There's a neurotic aspect to this. It's like a person who gets caught up in a flood and, while being swept along by a torrent, grabs on to a branch and holds on for dear life. It takes days for the flood to recede. Meanwhile, the person holds on to the branch--saved, rescued, alive. Eventually, the flood waters are gone and the poor soul is still holding on to the branch. People come by and say, "Come on down." But the person replies, "No way. I'm saved. This is where I found salvation; this is what saved me. I'm not going to leave this saved place."

This way of life accepts the conditions of sin as the conditions in which we work. Of course, we always work in those conditions, but they don't define our world. They just provide the material for our world, for our gospel. We do not have to become constricted by those conditions. Timothy wasn't.

Ephesus might seem to be the showcase church of the New Testament. It was a missionary church established by the eloquent and learned Jewish preacher Apollos (Acts 18:24). Paul stopped to visit this fledgling Christian community on his second missionary journey. He met with the tiny congregation (it had only 12 members), and guided them into receiving the Holy Spirit. He then stayed on for three months, using the synagogue as his center for preaching and teaching on "the kingdom of God." That visit, following the dramatic encounters with the seven sons of Sceva and the mob scene incited by Demetrius over the goddess Artemis, extended to three years.

The other Pauline letters were provoked by something that went wrong--wrong thinking or bad behavior. But the dominant concern of the Letter to the Ephesians isn't human problems. It's God's glory. The Letter to the Ephesians represents the best of what we are capable of in the Christian life, calling us to a mature wholeness.

But by the time Timothy was sent to Ephesus, it was a mess. Good churches can go bad. Surprisingly, sinners show up. Wonderful beginnings end up in terrible catastrophes.

We don't know exactly what went wrong with the Ephesian church; nothing is spelled out. What is clear is that the religion of the culture had overturned the gospel. Paul's two letters to Timothy give us glimpses of what was happening.

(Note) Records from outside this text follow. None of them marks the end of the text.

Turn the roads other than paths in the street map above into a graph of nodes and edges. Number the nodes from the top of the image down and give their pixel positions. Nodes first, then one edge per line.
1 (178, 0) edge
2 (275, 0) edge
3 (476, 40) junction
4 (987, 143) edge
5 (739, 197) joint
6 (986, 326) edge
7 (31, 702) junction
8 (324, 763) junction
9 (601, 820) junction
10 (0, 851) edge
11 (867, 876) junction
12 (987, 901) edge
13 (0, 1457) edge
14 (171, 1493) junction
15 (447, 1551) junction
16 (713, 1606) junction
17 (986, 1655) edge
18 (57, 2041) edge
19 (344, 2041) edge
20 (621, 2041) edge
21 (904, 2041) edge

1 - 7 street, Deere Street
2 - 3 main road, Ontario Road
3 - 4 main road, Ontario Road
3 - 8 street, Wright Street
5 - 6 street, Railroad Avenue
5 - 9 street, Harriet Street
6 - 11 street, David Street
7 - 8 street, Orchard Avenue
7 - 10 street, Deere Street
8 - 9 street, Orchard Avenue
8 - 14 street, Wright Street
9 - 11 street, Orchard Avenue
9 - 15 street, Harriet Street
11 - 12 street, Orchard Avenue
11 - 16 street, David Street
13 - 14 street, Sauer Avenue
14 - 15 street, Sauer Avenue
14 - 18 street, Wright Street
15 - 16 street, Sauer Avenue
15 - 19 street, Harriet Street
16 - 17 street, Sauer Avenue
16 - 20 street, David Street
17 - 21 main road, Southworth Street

Paul tells Timothy to deal with "certain persons" who are obsessed with "religion" but apparently want nothing to do with God. Here is a sampling of phrases that describe the "religious" activities of these people:

* putting high value on myths and endless genealogies which promote speculations

* giving heed to deceitful spirits and doctrines of demons

* being guided by the hypocrisy of liars

* forbidding marriage and enjoining abstinence from certain foods

* imagining that godliness is a means of gain

* participating in godless chatter

* starting stupid, senseless controversies

We don't know what the "godless chatter" was in Ephesus. It was no doubt a form of gnosticism, which creates an elite body of insiders who cultivate a higher form of religion that despises common people, common things and anything that has to do with a commitment to a moral life. Jesus would be far too common for people like this. The "godless chatter," whatever its actual content, would be shaped by the culture and not by the cross of Jesus.

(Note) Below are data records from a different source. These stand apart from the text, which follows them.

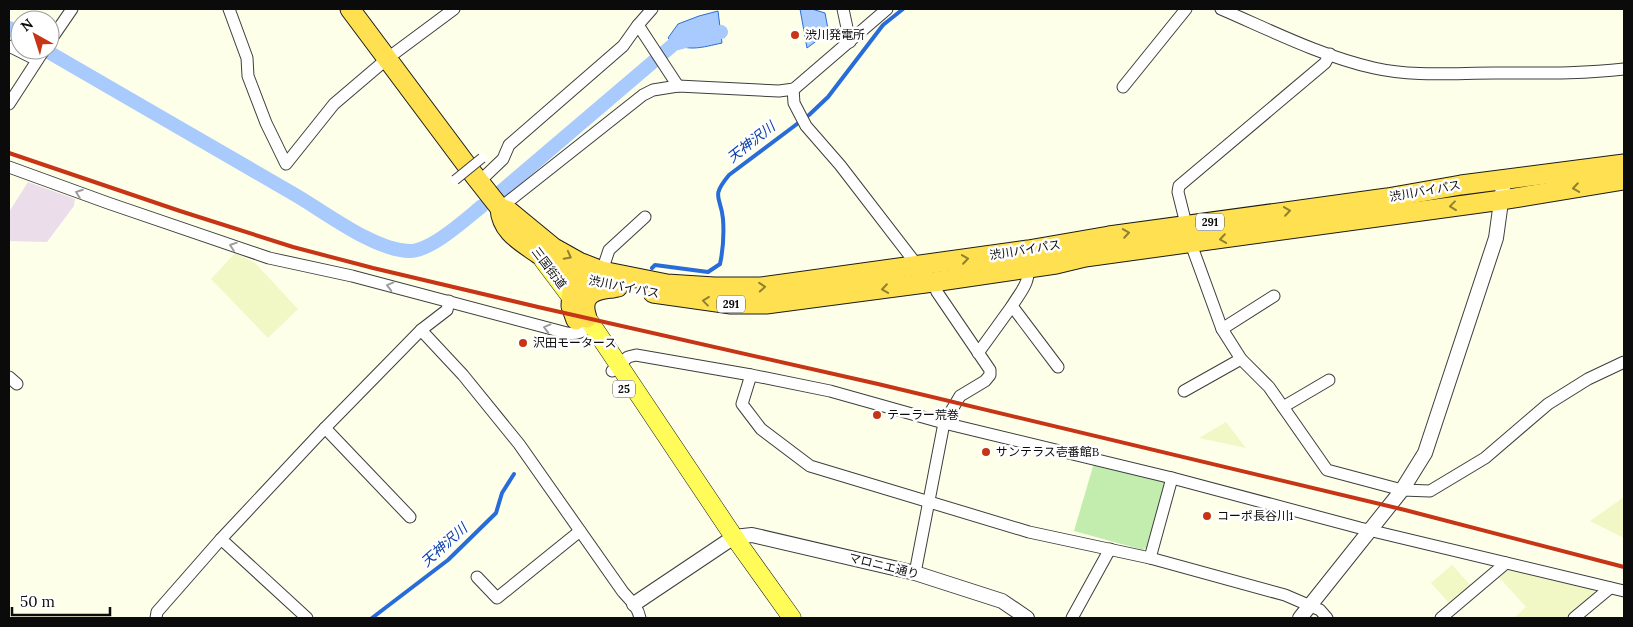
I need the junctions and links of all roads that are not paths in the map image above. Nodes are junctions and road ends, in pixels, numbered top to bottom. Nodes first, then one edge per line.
1 (72, 9) edge
2 (229, 9) edge
3 (350, 9) edge
4 (454, 9) edge
5 (843, 9) edge
6 (887, 9) edge
7 (1186, 9) edge
8 (1221, 9) edge
9 (649, 10) edge
10 (60, 26) edge
11 (638, 26) junction
12 (850, 42) junction
13 (1330, 54) junction
14 (388, 58) junction
15 (37, 60) edge
16 (1624, 69) edge
17 (678, 86) junction
18 (1123, 87) dead end
19 (793, 89) junction
20 (9, 104) edge
21 (482, 158) dead end
22 (1624, 164) edge
23 (9, 167) edge
24 (455, 180) dead end
25 (1504, 180) junction
26 (1624, 180) edge
27 (479, 182) junction
28 (1502, 200) junction
29 (500, 208) junction
30 (645, 217) dead end
31 (1186, 225) junction
32 (516, 240) junction
33 (1191, 244) junction
34 (538, 253) junction
35 (1028, 259) junction
36 (917, 265) junction
37 (602, 271) junction
38 (584, 279) junction
39 (933, 282) junction
40 (622, 288) junction
41 (1274, 296) dead end
42 (571, 297) junction
43 (448, 301) junction
44 (1012, 306) junction
45 (585, 323) junction
46 (1222, 328) junction
47 (421, 330) junction
48 (978, 353) junction
49 (1241, 359) junction
50 (1624, 362) edge
51 (1058, 367) dead end
52 (616, 368) junction
53 (752, 375) junction
54 (1329, 380) dead end
55 (1184, 391) dead end
56 (1283, 407) junction
57 (944, 423) junction
58 (325, 428) junction
59 (1172, 478) junction
60 (1402, 490) junction
61 (929, 502) junction
62 (410, 517) dead end
63 (1370, 530) junction
64 (580, 531) junction
65 (734, 537) junction
66 (221, 539) junction
67 (1110, 549) junction
68 (1150, 558) junction
69 (1506, 563) junction
70 (915, 573) junction
71 (477, 577) dead end
72 (1610, 588) junction
73 (1624, 591) edge
74 (634, 604) junction
75 (1310, 607) junction
76 (156, 618) edge
77 (307, 618) edge
78 (640, 618) edge
79 (792, 618) edge
80 (1027, 618) edge
81 (1072, 618) edge
82 (1300, 618) edge
83 (1327, 618) edge
84 (1441, 618) edge
85 (1574, 618) edge

1 - 10 street
2 - 14 street
3 - 14 highway, 三国街道 / 291
4 - 14 street
5 - 12 street
6 - 12 street
7 - 18 street
8 - 13 street
9 - 11 street
11 - 17 street
11 - 27 street
12 - 19 street
13 - 16 street
13 - 31 street
14 - 27 highway, 三国街道 / 291
15 - 20 street
17 - 19 street
17 - 29 street
19 - 36 street
21 - 24 street, bridge
22 - 25 highway, 渋川バイパス / 291
43 -> 23 street
25 - 28 street
31 -> 25 highway, 渋川バイパス / 291
26 -> 28 highway, 渋川バイパス / 291
27 - 29 highway, 三国街道 / 291
28 -> 33 highway, 渋川バイパス / 291
28 - 60 street
29 - 32 highway, 渋川バイパス / 291
29 - 34 main road, 三国街道
29 -> 37 highway, 渋川バイパス / 291
30 - 37 street
31 - 33 street
35 -> 31 highway, 渋川バイパス / 291
32 - 34 highway, 渋川バイパス / 291
32 - 45 main road, 三国街道 / 25
33 - 35 highway, 渋川バイパス / 291
33 - 46 street
34 - 38 highway, 渋川バイパス / 291
34 - 42 main road, 三国街道
36 -> 35 highway, 渋川バイパス / 291
35 - 39 highway, 渋川バイパス / 291
35 - 44 street
37 -> 36 highway, 渋川バイパス / 291
36 - 39 street
37 - 38 highway
38 - 40 highway, 渋川バイパス / 291
38 - 42 highway
39 -> 40 highway, 渋川バイパス / 291
39 - 48 street
40 - 45 highway
41 - 46 street
42 - 45 highway
45 -> 43 street
43 - 47 street
44 - 48 street
44 - 51 street
45 - 52 main road, 三国街道 / 25
46 - 49 street
47 - 58 street
47 - 64 street
48 - 57 street
49 - 55 street
49 - 56 street
50 - 60 street
52 - 53 street
52 - 65 main road, 三国街道 / 25
53 - 57 street
53 - 61 street
54 - 56 street
56 - 60 street
57 - 59 street
57 - 61 street
58 - 62 street
58 - 66 street
59 - 63 street
59 - 68 street
60 - 63 street
61 - 67 street
61 - 70 street
63 - 69 street
63 - 75 street
64 - 71 street
64 - 74 street
65 - 70 street, マロニエ通り
65 - 74 street
65 - 79 main road, 三国街道 / 25
66 - 76 street
66 - 77 street
67 - 68 street
67 - 81 street
68 - 75 street
69 - 72 street
69 - 84 street
70 - 80 street, マロニエ通り
72 - 73 street
72 - 85 street
74 - 78 street
75 - 82 street
75 - 83 street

What is most apparent about these phrases is that they refer to a lot of talk--speculations, controversies and chatter. There is some reference to behavior (about marriage and diet) and to an item of doctrine (resurrection), but mostly we are dealing with religious talk. These people loved to talk about religion. T. H. White's description of the older Guinevere, who became a nun after the death of Arthur, could easily describe these Ephesian teachers: "She became a wonderful theologian, but cared nothing about God."

Churches are faced with this problem continuously. The culture seeps into the church, bringing with it a religion without commitment; spirituality without content; aspiration and talk and longing, fulfillment and needs, but not much concern about God.